De l'autre côté de la tête de Lazarus semble sortir de sa chevelure un exposant accroupi peut-être, la tête lunettée au niveau de sa pile de livres, une boule lui aussi de cheveux noirs. Un petit profil de bougnat ou de carlin, tout ramassé. Au-dessus de cette insignifiance humaine, au-delà d'une table allongée, une silhouette noire portant une chevelure de blonde, un peu plus loin le long des mêmes tréteaux une femme orange se préparant à ouvrir un volume long et plat comme un Atlas, trois autres anonymats à peine incarnés, un exposant, deux visiteurs, mais pourquoi m'étendre sur tant d'humains.

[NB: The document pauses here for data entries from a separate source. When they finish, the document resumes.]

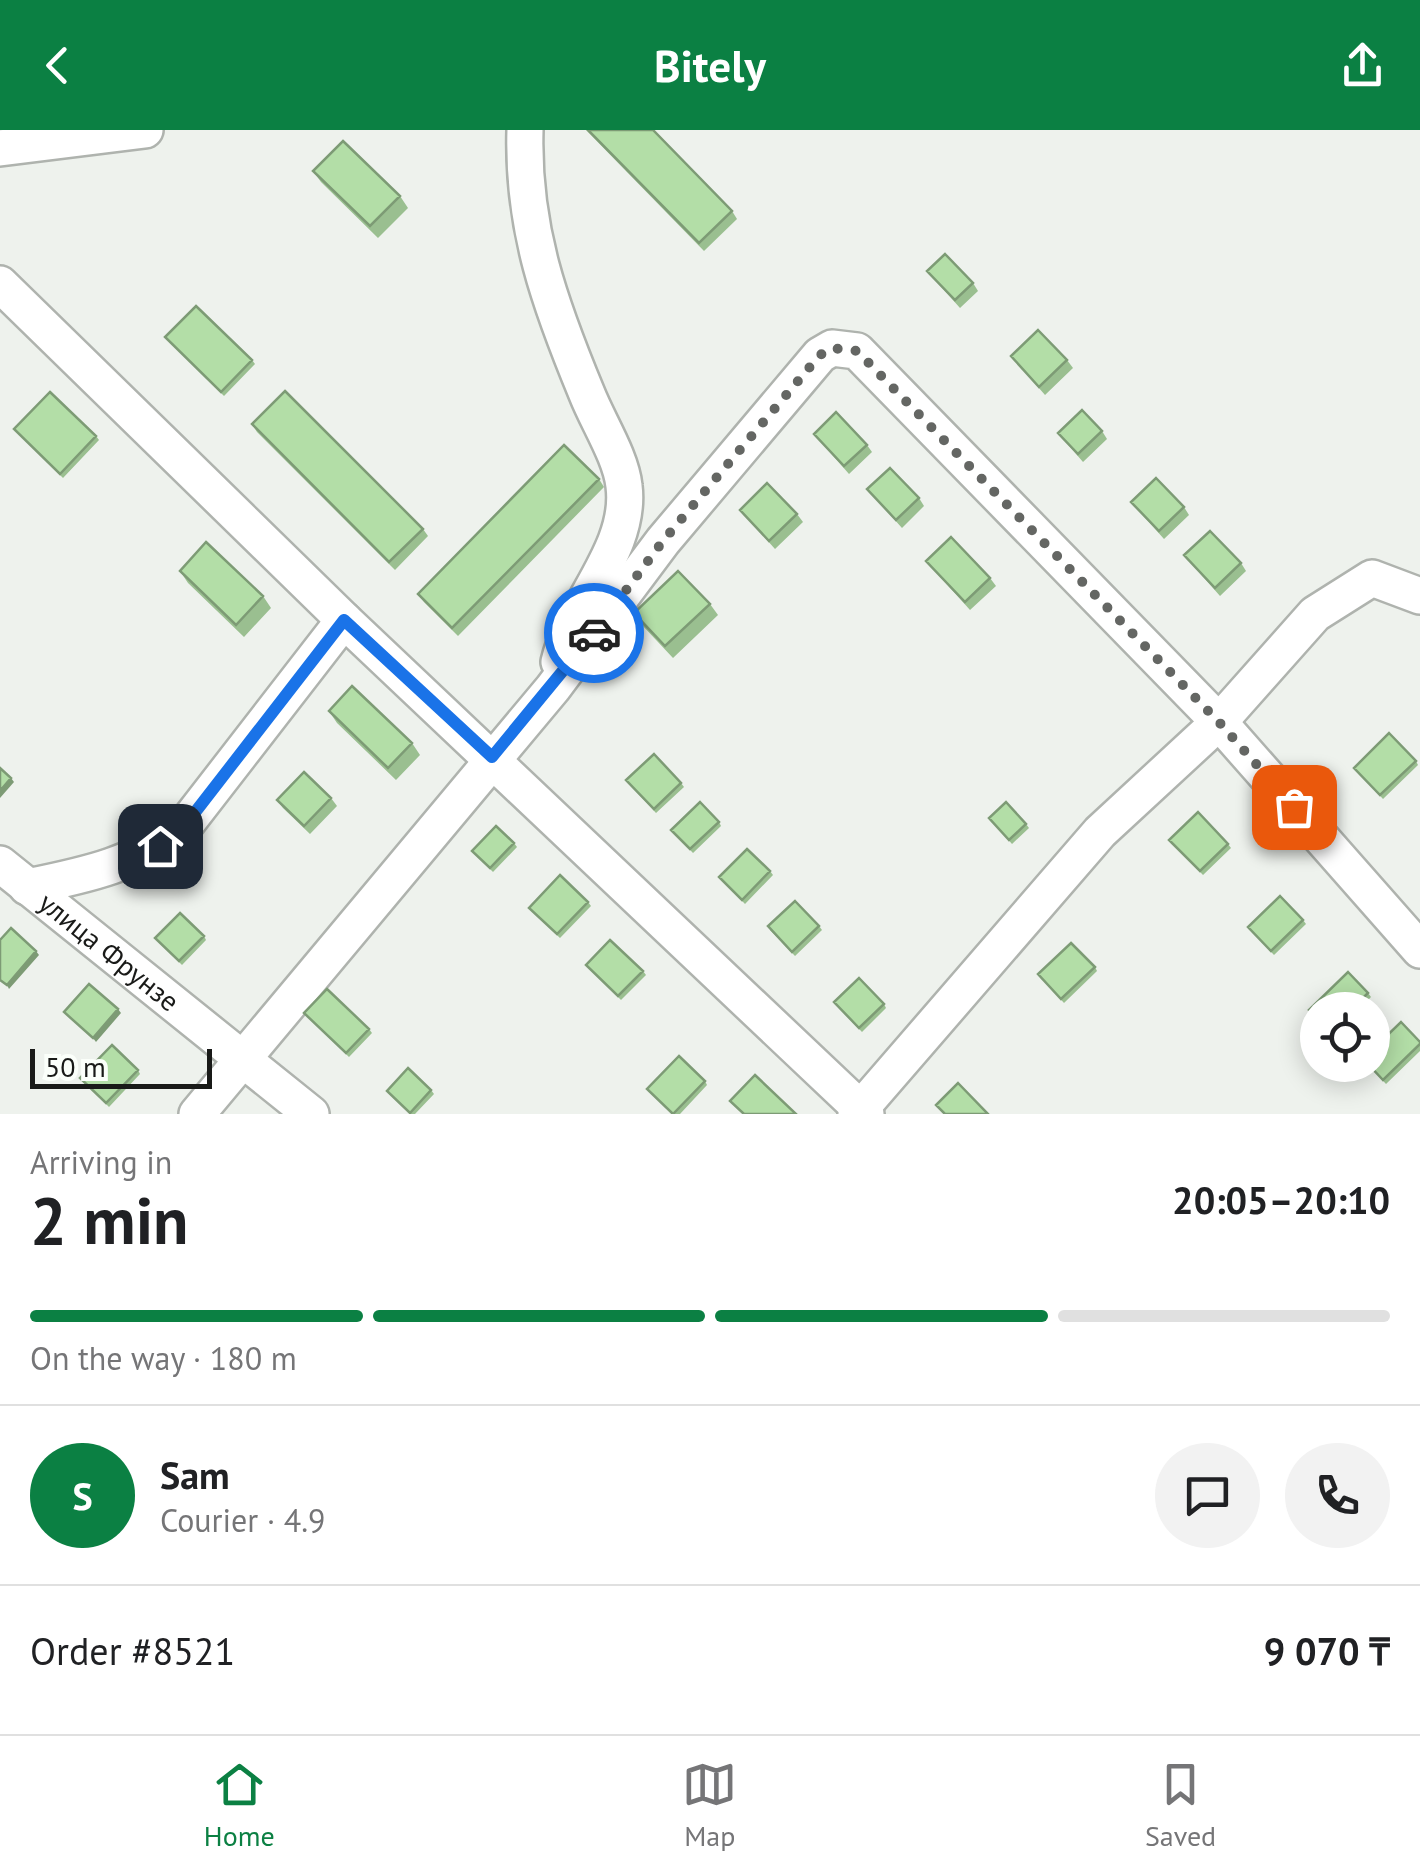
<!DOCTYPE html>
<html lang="en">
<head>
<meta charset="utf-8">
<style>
	:root { --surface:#fff; --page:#f2f2f2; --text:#202124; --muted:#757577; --line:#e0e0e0; --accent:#0b8043 }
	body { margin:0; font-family:"PT Sans",sans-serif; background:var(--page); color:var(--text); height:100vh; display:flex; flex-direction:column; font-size:38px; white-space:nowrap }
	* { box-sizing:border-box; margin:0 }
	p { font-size:32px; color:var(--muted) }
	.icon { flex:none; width:55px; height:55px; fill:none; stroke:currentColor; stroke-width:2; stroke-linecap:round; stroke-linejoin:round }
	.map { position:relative; height:984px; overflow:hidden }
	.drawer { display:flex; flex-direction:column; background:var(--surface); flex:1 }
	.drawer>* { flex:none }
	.fabs { position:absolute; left:1300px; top:862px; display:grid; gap:20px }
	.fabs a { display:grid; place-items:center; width:90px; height:90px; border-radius:50%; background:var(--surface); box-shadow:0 5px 25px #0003; font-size:50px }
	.scale { position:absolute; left:30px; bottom:25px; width:182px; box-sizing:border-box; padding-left:10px; border:5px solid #191a18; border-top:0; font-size:28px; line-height:35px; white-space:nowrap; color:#191a18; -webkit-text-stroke:8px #fbfffa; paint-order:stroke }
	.pin { position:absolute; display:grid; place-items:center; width:85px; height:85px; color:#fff; margin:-42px; border-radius:20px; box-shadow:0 5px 15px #0006 }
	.courier { position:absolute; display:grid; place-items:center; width:100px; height:100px; margin:-50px; border:8px solid #1a73e8; border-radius:50%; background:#fff; color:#222; box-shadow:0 2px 12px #0007 }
	.headline em { font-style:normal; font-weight:600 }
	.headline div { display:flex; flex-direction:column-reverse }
	.headline { display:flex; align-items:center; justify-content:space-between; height:170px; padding:0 30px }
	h1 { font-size:65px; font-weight:600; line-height:75px }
	.bar { display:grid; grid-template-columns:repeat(4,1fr); gap:15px 10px; align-content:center; height:120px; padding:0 30px }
	.bar i { height:12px; border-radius:8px; background:var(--line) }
	.bar .on { background:var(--accent) }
	.bar p { grid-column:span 4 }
	.line { display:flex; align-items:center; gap:25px; padding:0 30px; border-top:2px solid var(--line) }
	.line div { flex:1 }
	.round { display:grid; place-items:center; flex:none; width:105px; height:105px; border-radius:52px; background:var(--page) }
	header { display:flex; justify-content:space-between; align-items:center; height:130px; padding:0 30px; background:var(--accent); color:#fff; font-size:45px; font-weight:600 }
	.tab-bar { display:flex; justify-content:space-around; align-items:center; height:140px; border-top:2px solid var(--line); background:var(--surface); font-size:28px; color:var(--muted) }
	.tab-bar a { display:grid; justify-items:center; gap:5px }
	.tab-bar .on { color:var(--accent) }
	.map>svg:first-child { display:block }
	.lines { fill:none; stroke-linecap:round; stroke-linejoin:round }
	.minor-casing { stroke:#afb3ae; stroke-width:40 }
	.minor { stroke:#fff; stroke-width:35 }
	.wall { fill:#9abf90 }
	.shaded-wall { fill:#7d9b75 }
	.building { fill:#b3dea7; stroke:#7d9b75; stroke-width:2.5 }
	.done { stroke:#646663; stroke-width:10; stroke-dasharray:0 18 }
	.route { stroke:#1a73e8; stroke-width:12 }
	.labels { text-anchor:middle; stroke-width:8; stroke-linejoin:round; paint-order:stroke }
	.street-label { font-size:28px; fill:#191a18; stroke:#fbfffa }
</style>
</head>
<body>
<header><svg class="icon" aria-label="back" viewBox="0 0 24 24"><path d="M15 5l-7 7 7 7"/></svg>Bitely<svg class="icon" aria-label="share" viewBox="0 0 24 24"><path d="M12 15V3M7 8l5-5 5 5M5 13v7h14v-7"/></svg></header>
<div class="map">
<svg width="1420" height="984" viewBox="0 0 1420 984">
	<rect width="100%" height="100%" fill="#eef2ed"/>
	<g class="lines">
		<!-- minor casing -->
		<g class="minor-casing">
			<g id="minor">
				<path d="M525 0C522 98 550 175 587 264 598 292 621 327 624 356 632 419 573 472 559 532"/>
				<path d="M0 18 145 0"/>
				<path d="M0 154 344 490 866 984"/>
				<path id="s1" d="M0 734 311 984"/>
				<path d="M27 757C87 745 139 734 186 694L344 490"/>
				<path d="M197 984 553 558 663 411 820 225 832 218 857 221 1219 592 1420 820"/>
				<path d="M856 984 1100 702 1219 592 1315 484 1372 448 1420 466"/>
			</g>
		</g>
		<!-- minor -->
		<use href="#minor" class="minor"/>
	</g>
	<!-- wall -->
	<path class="wall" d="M586 0H653L732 81 737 89 704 121Z
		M313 41 400 66 408 78 378 108 321 52Z
		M927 141 973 153 978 161 960 178Z
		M165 207 252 230 255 234 224 266Z
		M1011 226 1067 230 1073 238 1045 265Z
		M252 294 423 399 428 406 395 440 257 302Z
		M14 299 96 306 99 310 63 348Z
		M1102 301 1107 309 1083 332 1058 303Z
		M814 304 867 315 872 322 849 344Z
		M599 349 604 357 458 506 424 472 418 464Z
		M867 359 919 368 924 376 902 398Z
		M1131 372 1184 377 1189 385 1164 409Z
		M740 380 797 384 803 392 775 419Z
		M1184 425 1241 433 1246 441 1220 466Z
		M926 431 990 448 996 456 970 480Z
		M180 441 263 466 271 478 244 507 188 453Z
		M710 474 718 485 673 528 642 495 634 483Z
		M329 581 412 613 420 625 396 650 337 593Z
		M1416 631 1418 635 1383 669 1354 638Z
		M681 653 684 657 656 683 629 654Z
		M331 668 337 676 310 704 283 678 277 670Z
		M989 688 1026 694 1029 698 1012 714Z
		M719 692 721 696 693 723 671 700Z
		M1169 710 1228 714 1231 718 1203 745Z
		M514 713 517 717 493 742 472 721Z
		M770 741 773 745 745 774 719 747Z
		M588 772 591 776 560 808 529 778Z
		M1303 790 1306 794 1274 825 1248 797Z
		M819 796 822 800 795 826 770 800Z
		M204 806 206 810 182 835 155 808Z
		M586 835 643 841 646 845 621 870Z
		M1095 837 1097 841 1064 873 1038 844Z
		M1368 863 1371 867 1358 880H1318V889L1309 880Z
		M884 874 886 878 862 902 837 876Z
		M304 883 369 899 372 903 349 927Z
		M1420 912V921L1386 954 1368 935H1372Z
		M138 940 140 944 109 977 80 948Z
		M705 951 707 955 680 984H672L647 959Z
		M431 960 434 964 415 984H410L387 961Z"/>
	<!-- shaded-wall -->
	<path class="shaded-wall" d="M11 648 14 652 0 668V661Z
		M36 821 39 825 9 859 7 855Z
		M118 879 121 883 96 912 93 908Z"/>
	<!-- building -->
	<path class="building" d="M588 0H653L732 81 699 113Z
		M343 11 400 66 370 96 313 41Z
		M945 124 973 153 955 170 927 141Z
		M196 176 252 230 221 262 165 207Z
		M1038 200 1067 230 1039 257 1011 226Z
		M285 261 423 399 389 432 252 294Z
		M50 262 96 306 60 344 14 299Z
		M1082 280 1102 301 1078 324 1058 303Z
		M836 282 867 315 844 336 814 304Z
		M564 315 599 349 452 498 418 464Z
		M890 338 919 368 896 390 867 359Z
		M1156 348 1184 377 1159 401 1131 372Z
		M767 353 797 384 769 411 740 380Z
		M1210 401 1241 433 1215 458 1184 425Z
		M951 407 990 448 965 472 926 431Z
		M206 412 263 466 236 495 180 441Z
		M678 441 710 474 665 516 634 483Z
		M352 556 412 613 388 638 329 581Z
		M1389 603 1416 631 1380 665 1354 638Z
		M654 624 681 653 654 679 626 650Z
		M0 638 11 648 0 661Z
		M304 642 331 668 304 696 277 670Z
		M700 672 719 692 690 719 671 700Z
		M1006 672 1026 694 1009 710 989 688Z
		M1198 682 1228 714 1200 741 1169 710Z
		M496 696 514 713 490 738 472 721Z
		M747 719 770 741 742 770 719 747Z
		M560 745 588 772 557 804 529 778Z
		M1280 766 1303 790 1271 821 1248 797Z
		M795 771 819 796 792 822 768 796Z
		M180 783 204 806 179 831 155 808Z
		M11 798 36 821 7 855 0 850V810Z
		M610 810 643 841 618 866 586 835Z
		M1071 813 1095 837 1061 869 1038 844Z
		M1348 842 1368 863 1351 880H1318V888L1309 880Z
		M859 848 884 874 859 898 834 872Z
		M89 854 118 879 93 908 64 882Z
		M327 859 369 899 346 923 304 883Z
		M1401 892 1420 912V914L1383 950 1369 935H1372V920Z
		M112 915 138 940 106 973 80 948Z
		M679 926 705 951 673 984 647 959Z
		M408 938 431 960 410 983 387 961Z
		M755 945 796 984H744L730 971Z
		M958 953 988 984H945L936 975Z"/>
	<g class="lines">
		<!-- done -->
		<path class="done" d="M594 503 663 411 820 225 832 218 857 221 1219 592 1294 677"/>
		<!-- route -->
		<path class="route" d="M160 716 186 694 344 490 492 627 594 503"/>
	</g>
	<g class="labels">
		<!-- street labels -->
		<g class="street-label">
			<text dy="10" stroke="none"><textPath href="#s1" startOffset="140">улица Фрунзе</textPath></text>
		</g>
	</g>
</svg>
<div class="fabs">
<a><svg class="icon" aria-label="locate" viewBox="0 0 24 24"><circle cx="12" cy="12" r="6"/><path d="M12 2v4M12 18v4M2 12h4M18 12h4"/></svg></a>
</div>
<div class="scale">50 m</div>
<div class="pin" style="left:1294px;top:677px;background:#ea580c"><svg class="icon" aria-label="bag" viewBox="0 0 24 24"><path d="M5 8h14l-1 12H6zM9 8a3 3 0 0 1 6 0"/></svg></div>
<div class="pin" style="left:160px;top:716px;background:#1f2937"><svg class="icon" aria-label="home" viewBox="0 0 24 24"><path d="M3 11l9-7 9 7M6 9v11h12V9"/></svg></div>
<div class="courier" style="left:594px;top:503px"><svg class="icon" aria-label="car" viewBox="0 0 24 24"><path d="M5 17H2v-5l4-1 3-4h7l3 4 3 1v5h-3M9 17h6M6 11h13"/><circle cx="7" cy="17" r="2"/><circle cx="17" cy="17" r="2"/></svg></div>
</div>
<section class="drawer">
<div class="headline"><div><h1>2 min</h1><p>Arriving in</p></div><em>20:05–20:10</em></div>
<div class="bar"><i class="on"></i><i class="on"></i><i class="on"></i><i></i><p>On the way · 180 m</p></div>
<div class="line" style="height:180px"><b class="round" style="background:var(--accent);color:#fff">S</b><div><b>Sam</b><p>Courier · 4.9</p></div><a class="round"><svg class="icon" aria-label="chat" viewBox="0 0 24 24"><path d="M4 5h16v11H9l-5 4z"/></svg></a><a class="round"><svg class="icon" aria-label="phone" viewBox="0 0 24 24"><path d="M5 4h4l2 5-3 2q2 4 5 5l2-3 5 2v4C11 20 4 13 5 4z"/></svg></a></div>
<div class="line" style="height:130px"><div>Order #8521</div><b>9 070 ₸</b></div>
</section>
<nav class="tab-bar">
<a class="on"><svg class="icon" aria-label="home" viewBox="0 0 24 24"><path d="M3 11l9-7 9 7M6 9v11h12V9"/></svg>Home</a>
<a><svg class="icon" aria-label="map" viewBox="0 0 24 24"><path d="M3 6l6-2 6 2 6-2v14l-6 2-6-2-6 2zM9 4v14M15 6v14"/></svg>Map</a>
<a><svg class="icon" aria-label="saved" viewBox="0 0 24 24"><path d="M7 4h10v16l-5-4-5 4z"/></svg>Saved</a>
</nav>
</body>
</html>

Je vois aussi beaucoup de piles de livres, hautes de deux ou trois exemplaires, il n'y a pas besoin de plus. Pourquoi fait-on des salons du livre ? XXX61 11 17XXX
Commentaires
Fausse tignasse à la Nosferatu ? Nosferatu est chauve, non ?
Pourquoi des salons du livre ? Ben, pour les vendre, pardi... Tricatel a gagné. "On peut toujours en écouler quelques boîtes supplémentaires."
Les belges ne disent pas salon, mais foire du livre... Ce qui en dit long sur leur idée du livre...
Ah excellent, la "foire", excellent... Pour les enfoirés, naturellement.